While we’re talking about cross-pollination of BSDs: going by licenses, there’s some DragonFly code in the iPhone – at least the fairq scheduler. (Noted by several people on EFNet #dragonflybsd)
MaheshaDragonFlyBSD, a ‘liveUSB’ distribution of DragonFly with software preinstalled, has been updated to run using DragonFly 3.2.1 as a base. The linked page contains screenshots and a description of what comes out-of-the-box. (mentioned previously here.)
Sepherosa Ziehau is switching a number of network cards over to use ifpoll, which means they will have capabilities similar to MSI-X, even if the network card doesn’t support it. My suspicion is that it will make these cards perform better in busy situation where they would otherwise get bogged down… but that’s based on hunch rather than empirical testing. As Sepherosa Ziehau pointed out, it certainly can’t hurt.
On the 10th of November, I’m going to remove the binary pkgsrc packages from mirror-master.dragonflybsd.org for DragonFly 2.8 through 2.11. They are closing in on 2 years old at this point, and are from a pkgsrc branch that hasn’t been updated for that long.
If you are actually using version of DragonFly that old, you can continue building from pkgsrc normally; these are just prebuilt packages.
Every year, the Chaos Communication Congress tends to gather at least a few DragonFly-using people, and this year is no different. The event is being held in a much larger arena this year, in Hamburg, Germany, so there’s a good chance a DragonFly ‘assembly‘ could be held. Speak up on the users@ mailing list, or EFNet #dragonflybsd, if you’re going too. It’s happening on the last few days of this year, December 27th through 31st.
I’ve written a release email that includes the steps for updating from source and updating pkgsrc for existing installs. This release enjoys better performance and new packages, so go, enjoy.

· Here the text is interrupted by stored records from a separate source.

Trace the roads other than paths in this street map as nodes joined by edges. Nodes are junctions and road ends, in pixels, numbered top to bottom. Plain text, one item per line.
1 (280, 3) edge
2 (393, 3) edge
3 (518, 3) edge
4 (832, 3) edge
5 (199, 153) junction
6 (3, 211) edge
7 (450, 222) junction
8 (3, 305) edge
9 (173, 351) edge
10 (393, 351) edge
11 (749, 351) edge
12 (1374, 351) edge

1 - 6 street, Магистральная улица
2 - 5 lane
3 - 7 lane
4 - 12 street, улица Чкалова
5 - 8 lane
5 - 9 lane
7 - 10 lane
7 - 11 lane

There was one more file to change for the bmake import, so if you are running DragonFly 3.3 and updated between the 28th and 30th of October, do a full rebuild.
Peter Avalos has updated OpenSSH in DragonFly to 6.1p1. This looks to be a bugfix release, but check the changelog for details.
I mentioned this before in the Lazy Reading from last Sunday, but it’s worth a second look: Apple’s new Fusion Drive product appears to be very much like DragonFly’s swapcache. DragonFly doesn’t have exclusive right to the idea of caching on a faster disk, clearly, so I’m not complaining that it’s “ours”. It’s frustrating to see product announcement/press releases stumbling all over this like it’s a new thing.
Then again, having new ideas about technology ideas and making sure they spread is one of the points of the BSD license, so perhaps there’s no good reason to complain at all.
(Before anyone reads too much into this: No, I don’t know of any direct relationship between swapcache and Fusion Drive; they may have no common background other than structure.)
John Marino’s committed bmake as the replacement to make, as mentioned previously. You should probably do a full buildworld/kernel sequence. This of course only affects you if you are on DragonFly 3.3.